Apart from the images, reproduce all of the data word for word.
Segment Start: EXERCISE INPUTS
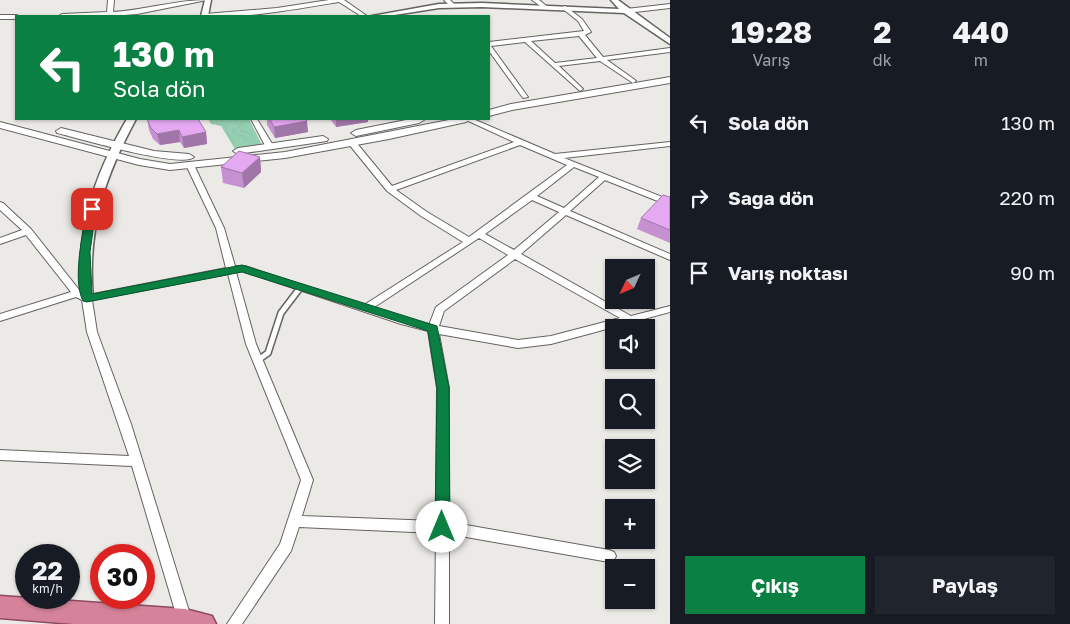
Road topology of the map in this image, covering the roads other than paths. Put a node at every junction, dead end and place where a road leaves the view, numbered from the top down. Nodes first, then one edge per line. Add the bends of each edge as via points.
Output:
1 (111, 0) edge
2 (204, 0) edge
3 (208, 0) edge
4 (339, 0) edge
5 (447, 0) edge
6 (535, 0) edge
7 (614, 0) edge
8 (453, 6) junction
9 (670, 6) edge
10 (545, 7) junction
11 (565, 8) junction
12 (626, 11) junction
13 (110, 15) edge
14 (205, 15) edge
15 (217, 15) edge
16 (362, 15) edge
17 (395, 15) edge
18 (0, 17) edge
19 (15, 17) edge
20 (581, 34) junction
21 (527, 41) junction
22 (670, 42) edge
23 (490, 46) edge
24 (490, 47) edge
25 (670, 50) edge
26 (601, 59) junction
27 (554, 65) junction
28 (670, 74) edge
29 (670, 80) edge
30 (633, 81) junction
31 (580, 89) junction
32 (525, 97) junction
33 (490, 105) edge
34 (490, 113) edge
35 (0, 115) edge
36 (15, 120) edge
37 (16, 120) edge
38 (130, 120) edge
39 (419, 120) edge
40 (461, 120) edge
41 (468, 120) edge
42 (256, 122) edge
43 (0, 124) edge
44 (520, 142) junction
45 (352, 143) junction
46 (670, 144) edge
47 (270, 146) junction
48 (115, 150) junction
49 (553, 156) junction
50 (573, 164) junction
51 (190, 165) junction
52 (604, 177) junction
53 (390, 190) junction
54 (532, 197) junction
55 (670, 203) edge
56 (0, 205) edge
57 (563, 211) junction
58 (28, 231) junction
59 (478, 234) junction
60 (0, 241) edge
61 (468, 241) junction
62 (515, 254) junction
63 (670, 257) edge
64 (231, 269) junction
65 (300, 288) junction
66 (82, 296) junction
67 (366, 308) junction
68 (670, 309) edge
69 (0, 318) edge
70 (629, 319) edge
71 (635, 319) edge
72 (605, 326) edge
73 (433, 329) junction
74 (258, 361) junction
75 (0, 455) edge
76 (136, 461) junction
77 (294, 521) junction
78 (442, 527) junction
79 (609, 556) dead end
80 (0, 607) edge
81 (192, 623) edge
82 (234, 624) edge
83 (442, 624) edge

1 - 13 street
2 - 13 street
3 - 14 street
4 - 15 street
4 - 16 street
5 - 8 street
6 - 10 street
7 - 12 street
8 - 10 street
8 - 17 street via 417,8
9 - 12 street
10 - 11 street
11 - 12 street
11 - 20 street via 588,29
12 - 22 street
18 - 19 street
20 - 21 street
20 - 26 street
21 - 23 street
21 - 27 street
24 - 32 street
25 - 26 street
26 - 27 street
26 - 30 street
27 - 31 street
28 - 30 main road
29 - 34 main road
30 - 31 main road
31 - 32 main road
32 - 33 main road
35 - 36 main road
37 - 48 main road
38 - 48 street
39 - 47 main road via 325,139
40 - 45 main road
41 - 44 street
42 - 47 street
43 - 48 main road
44 - 49 street
44 - 53 street
45 - 51 main road via 286,155
45 - 53 street
46 - 49 street
47 - 48 main road via 204,156 172,157
48 - 51 main road via 147,163
48 - 66 street via 94,196 88,221
49 - 50 street
50 - 52 street
50 - 54 street
51 - 64 street via 220,228
52 - 55 street
52 - 57 street
53 - 61 street
54 - 57 street
54 - 59 street
56 - 58 street
57 - 62 street
57 - 63 street
58 - 60 street
58 - 66 street
59 - 61 street
59 - 62 street
61 - 67 street
62 - 70 street
62 - 73 street via 440,309
64 - 65 street via 242,268
64 - 66 street
64 - 74 street
65 - 67 street
65 - 74 lane via 281,313 268,353
66 - 69 street
66 - 76 street
67 - 73 street
68 - 71 street
72 - 73 street via 551,340 518,344
73 - 78 street via 443,388
74 - 77 street via 307,480
75 - 76 street
76 - 81 street
77 - 78 street
77 - 82 street via 286,547
78 - 79 street
78 - 83 street
80 - 81 highway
Segment End: EXERCISE INPUTS
# EXERCISE ANSWER
Road topology of the map in this image, covering the roads other than paths. Put a node at every junction, dead end and place where a road leaves the view, numbered from the top down. Nodes first, then one edge per line. Add the bends of each edge as via points.
Output:
1 (111, 0) edge
2 (204, 0) edge
3 (208, 0) edge
4 (339, 0) edge
5 (447, 0) edge
6 (535, 0) edge
7 (614, 0) edge
8 (453, 6) junction
9 (670, 6) edge
10 (545, 7) junction
11 (565, 8) junction
12 (626, 11) junction
13 (110, 15) edge
14 (205, 15) edge
15 (217, 15) edge
16 (362, 15) edge
17 (395, 15) edge
18 (0, 17) edge
19 (15, 17) edge
20 (581, 34) junction
21 (527, 41) junction
22 (670, 42) edge
23 (490, 46) edge
24 (490, 47) edge
25 (670, 50) edge
26 (601, 59) junction
27 (554, 65) junction
28 (670, 74) edge
29 (670, 80) edge
30 (633, 81) junction
31 (580, 89) junction
32 (525, 97) junction
33 (490, 105) edge
34 (490, 113) edge
35 (0, 115) edge
36 (15, 120) edge
37 (16, 120) edge
38 (130, 120) edge
39 (419, 120) edge
40 (461, 120) edge
41 (468, 120) edge
42 (256, 122) edge
43 (0, 124) edge
44 (520, 142) junction
45 (352, 143) junction
46 (670, 144) edge
47 (270, 146) junction
48 (115, 150) junction
49 (553, 156) junction
50 (573, 164) junction
51 (190, 165) junction
52 (604, 177) junction
53 (390, 190) junction
54 (532, 197) junction
55 (670, 203) edge
56 (0, 205) edge
57 (563, 211) junction
58 (28, 231) junction
59 (478, 234) junction
60 (0, 241) edge
61 (468, 241) junction
62 (515, 254) junction
63 (670, 257) edge
64 (231, 269) junction
65 (300, 288) junction
66 (82, 296) junction
67 (366, 308) junction
68 (670, 309) edge
69 (0, 318) edge
70 (629, 319) edge
71 (635, 319) edge
72 (605, 326) edge
73 (433, 329) junction
74 (258, 361) junction
75 (0, 455) edge
76 (136, 461) junction
77 (294, 521) junction
78 (442, 527) junction
79 (609, 556) dead end
80 (0, 607) edge
81 (192, 623) edge
82 (234, 624) edge
83 (442, 624) edge

1 - 13 street
2 - 13 street
3 - 14 street
4 - 15 street
4 - 16 street
5 - 8 street
6 - 10 street
7 - 12 street
8 - 10 street
8 - 17 street via 417,8
9 - 12 street
10 - 11 street
11 - 12 street
11 - 20 street via 588,29
12 - 22 street
18 - 19 street
20 - 21 street
20 - 26 street
21 - 23 street
21 - 27 street
24 - 32 street
25 - 26 street
26 - 27 street
26 - 30 street
27 - 31 street
28 - 30 main road
29 - 34 main road
30 - 31 main road
31 - 32 main road
32 - 33 main road
35 - 36 main road
37 - 48 main road
38 - 48 street
39 - 47 main road via 325,139
40 - 45 main road
41 - 44 street
42 - 47 street
43 - 48 main road
44 - 49 street
44 - 53 street
45 - 51 main road via 286,155
45 - 53 street
46 - 49 street
47 - 48 main road via 204,156 172,157
48 - 51 main road via 147,163
48 - 66 street via 94,196 88,221
49 - 50 street
50 - 52 street
50 - 54 street
51 - 64 street via 220,228
52 - 55 street
52 - 57 street
53 - 61 street
54 - 57 street
54 - 59 street
56 - 58 street
57 - 62 street
57 - 63 street
58 - 60 street
58 - 66 street
59 - 61 street
59 - 62 street
61 - 67 street
62 - 70 street
62 - 73 street via 440,309
64 - 65 street via 242,268
64 - 66 street
64 - 74 street
65 - 67 street
65 - 74 lane via 281,313 268,353
66 - 69 street
66 - 76 street
67 - 73 street
68 - 71 street
72 - 73 street via 551,340 518,344
73 - 78 street via 443,388
74 - 77 street via 307,480
75 - 76 street
76 - 81 street
77 - 78 street
77 - 82 street via 286,547
78 - 79 street
78 - 83 street
80 - 81 highway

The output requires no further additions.